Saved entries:
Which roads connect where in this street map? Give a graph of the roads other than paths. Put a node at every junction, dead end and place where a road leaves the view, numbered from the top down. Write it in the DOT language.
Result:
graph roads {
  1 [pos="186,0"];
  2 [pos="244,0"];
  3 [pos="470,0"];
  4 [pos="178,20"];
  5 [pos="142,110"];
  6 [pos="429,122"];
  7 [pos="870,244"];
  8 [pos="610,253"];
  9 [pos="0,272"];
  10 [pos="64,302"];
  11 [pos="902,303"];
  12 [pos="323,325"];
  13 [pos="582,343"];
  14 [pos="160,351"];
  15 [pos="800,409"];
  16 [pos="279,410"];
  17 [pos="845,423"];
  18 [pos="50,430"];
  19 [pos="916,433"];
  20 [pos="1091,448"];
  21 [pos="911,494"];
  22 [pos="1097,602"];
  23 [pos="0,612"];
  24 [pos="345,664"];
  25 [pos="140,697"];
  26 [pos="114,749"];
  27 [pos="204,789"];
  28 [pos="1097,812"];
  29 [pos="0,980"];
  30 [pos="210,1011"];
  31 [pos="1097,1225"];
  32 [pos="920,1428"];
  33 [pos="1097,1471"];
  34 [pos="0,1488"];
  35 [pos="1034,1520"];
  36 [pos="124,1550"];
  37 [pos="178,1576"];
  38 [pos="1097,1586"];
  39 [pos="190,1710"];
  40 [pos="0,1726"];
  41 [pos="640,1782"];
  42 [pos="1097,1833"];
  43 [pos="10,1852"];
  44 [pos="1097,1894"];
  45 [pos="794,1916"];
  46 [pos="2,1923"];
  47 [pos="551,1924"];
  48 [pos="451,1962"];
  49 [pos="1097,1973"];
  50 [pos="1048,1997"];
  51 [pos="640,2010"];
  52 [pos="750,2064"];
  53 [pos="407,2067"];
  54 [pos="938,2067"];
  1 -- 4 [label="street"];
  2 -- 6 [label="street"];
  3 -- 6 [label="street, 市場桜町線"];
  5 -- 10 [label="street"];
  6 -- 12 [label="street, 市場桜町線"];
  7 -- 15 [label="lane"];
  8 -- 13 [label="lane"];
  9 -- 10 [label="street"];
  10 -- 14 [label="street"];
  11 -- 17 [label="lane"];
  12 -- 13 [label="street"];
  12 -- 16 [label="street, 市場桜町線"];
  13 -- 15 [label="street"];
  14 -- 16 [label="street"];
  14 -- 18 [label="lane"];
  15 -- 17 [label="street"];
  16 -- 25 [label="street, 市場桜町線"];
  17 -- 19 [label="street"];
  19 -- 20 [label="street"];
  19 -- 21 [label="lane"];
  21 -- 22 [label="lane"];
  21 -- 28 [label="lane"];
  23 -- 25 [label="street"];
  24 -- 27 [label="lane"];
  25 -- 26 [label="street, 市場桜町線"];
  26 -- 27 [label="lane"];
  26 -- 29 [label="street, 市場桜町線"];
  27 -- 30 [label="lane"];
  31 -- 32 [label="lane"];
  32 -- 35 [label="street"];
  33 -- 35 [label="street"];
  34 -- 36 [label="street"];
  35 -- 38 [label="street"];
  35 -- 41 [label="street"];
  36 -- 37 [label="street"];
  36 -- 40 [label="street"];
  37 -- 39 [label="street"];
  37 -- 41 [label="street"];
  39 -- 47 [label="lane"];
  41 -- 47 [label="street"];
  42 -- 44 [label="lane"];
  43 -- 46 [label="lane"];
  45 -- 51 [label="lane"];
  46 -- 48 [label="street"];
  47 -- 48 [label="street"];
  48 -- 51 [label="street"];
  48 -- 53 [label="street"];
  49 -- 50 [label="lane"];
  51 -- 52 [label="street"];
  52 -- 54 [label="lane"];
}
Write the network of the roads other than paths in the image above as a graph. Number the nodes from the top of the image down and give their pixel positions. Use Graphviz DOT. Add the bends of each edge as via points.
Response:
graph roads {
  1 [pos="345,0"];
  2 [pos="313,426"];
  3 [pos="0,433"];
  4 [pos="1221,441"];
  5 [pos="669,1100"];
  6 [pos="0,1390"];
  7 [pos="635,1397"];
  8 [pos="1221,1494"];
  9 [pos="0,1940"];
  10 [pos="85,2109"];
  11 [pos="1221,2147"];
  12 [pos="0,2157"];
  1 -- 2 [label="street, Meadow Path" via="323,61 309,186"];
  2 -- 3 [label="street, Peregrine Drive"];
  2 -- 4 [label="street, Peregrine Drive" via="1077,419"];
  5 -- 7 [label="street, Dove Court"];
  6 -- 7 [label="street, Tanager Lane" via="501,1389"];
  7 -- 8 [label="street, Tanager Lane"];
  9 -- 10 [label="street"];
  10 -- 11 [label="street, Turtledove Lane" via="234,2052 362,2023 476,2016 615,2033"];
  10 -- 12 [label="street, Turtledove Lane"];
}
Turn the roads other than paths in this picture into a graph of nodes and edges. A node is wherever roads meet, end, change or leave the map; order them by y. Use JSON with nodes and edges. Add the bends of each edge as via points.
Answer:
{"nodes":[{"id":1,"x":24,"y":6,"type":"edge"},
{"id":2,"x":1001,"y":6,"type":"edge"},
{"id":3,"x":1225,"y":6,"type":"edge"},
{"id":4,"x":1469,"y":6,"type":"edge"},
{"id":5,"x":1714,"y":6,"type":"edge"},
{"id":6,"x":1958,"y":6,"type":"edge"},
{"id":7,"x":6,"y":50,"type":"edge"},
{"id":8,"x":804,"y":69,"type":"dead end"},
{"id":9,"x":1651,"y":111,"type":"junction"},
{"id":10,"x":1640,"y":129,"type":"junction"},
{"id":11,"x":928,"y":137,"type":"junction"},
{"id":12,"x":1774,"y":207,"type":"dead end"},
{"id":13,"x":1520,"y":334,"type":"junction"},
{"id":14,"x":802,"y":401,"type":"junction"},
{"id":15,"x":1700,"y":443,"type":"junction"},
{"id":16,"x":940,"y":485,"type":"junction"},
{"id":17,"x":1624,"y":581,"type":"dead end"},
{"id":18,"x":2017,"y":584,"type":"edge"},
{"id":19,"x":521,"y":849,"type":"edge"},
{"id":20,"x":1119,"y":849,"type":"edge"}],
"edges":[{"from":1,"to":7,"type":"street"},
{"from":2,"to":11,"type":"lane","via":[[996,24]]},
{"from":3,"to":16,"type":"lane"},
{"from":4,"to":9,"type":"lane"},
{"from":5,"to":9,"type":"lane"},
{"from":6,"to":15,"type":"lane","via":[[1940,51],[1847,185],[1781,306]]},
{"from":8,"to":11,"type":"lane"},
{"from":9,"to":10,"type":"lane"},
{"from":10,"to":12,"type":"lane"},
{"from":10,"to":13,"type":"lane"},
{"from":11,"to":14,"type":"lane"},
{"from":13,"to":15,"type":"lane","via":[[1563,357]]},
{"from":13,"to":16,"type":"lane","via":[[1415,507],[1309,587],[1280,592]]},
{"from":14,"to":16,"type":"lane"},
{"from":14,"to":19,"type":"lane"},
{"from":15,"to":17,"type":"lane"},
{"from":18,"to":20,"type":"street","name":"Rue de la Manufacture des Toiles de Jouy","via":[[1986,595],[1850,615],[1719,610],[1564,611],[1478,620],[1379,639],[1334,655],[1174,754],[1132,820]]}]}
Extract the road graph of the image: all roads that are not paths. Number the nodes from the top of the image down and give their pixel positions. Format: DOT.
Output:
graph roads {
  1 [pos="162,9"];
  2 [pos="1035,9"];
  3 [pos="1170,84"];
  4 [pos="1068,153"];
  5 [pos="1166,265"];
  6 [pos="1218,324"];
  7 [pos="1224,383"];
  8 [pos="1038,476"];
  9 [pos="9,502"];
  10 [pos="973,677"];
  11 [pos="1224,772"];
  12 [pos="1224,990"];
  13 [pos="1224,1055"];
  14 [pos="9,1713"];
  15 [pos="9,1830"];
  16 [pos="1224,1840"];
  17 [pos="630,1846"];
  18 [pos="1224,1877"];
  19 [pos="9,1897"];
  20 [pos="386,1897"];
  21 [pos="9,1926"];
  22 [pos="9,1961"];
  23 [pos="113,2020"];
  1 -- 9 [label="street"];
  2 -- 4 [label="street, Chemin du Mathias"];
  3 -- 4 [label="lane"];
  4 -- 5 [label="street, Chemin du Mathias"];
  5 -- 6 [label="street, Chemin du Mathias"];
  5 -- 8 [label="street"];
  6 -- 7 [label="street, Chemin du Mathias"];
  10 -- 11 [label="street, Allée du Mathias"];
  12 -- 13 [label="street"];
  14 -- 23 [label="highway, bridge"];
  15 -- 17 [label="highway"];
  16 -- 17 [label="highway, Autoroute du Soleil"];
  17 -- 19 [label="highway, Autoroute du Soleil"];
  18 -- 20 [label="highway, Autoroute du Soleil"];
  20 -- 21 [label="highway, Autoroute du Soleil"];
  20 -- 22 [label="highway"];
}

WORK INSTRUCTIONS:
Above are the records; report each line in them that includes the word "positions".

YOUR RESPONSE:
Write the network of the roads other than paths in the image above as a graph. Number the nodes from the top of the image down and give their pixel positions. Use Graphviz DOT. Add the bends of each edge as via points.
Extract the road graph of the image: all roads that are not paths. Number the nodes from the top of the image down and give their pixel positions. Format: DOT.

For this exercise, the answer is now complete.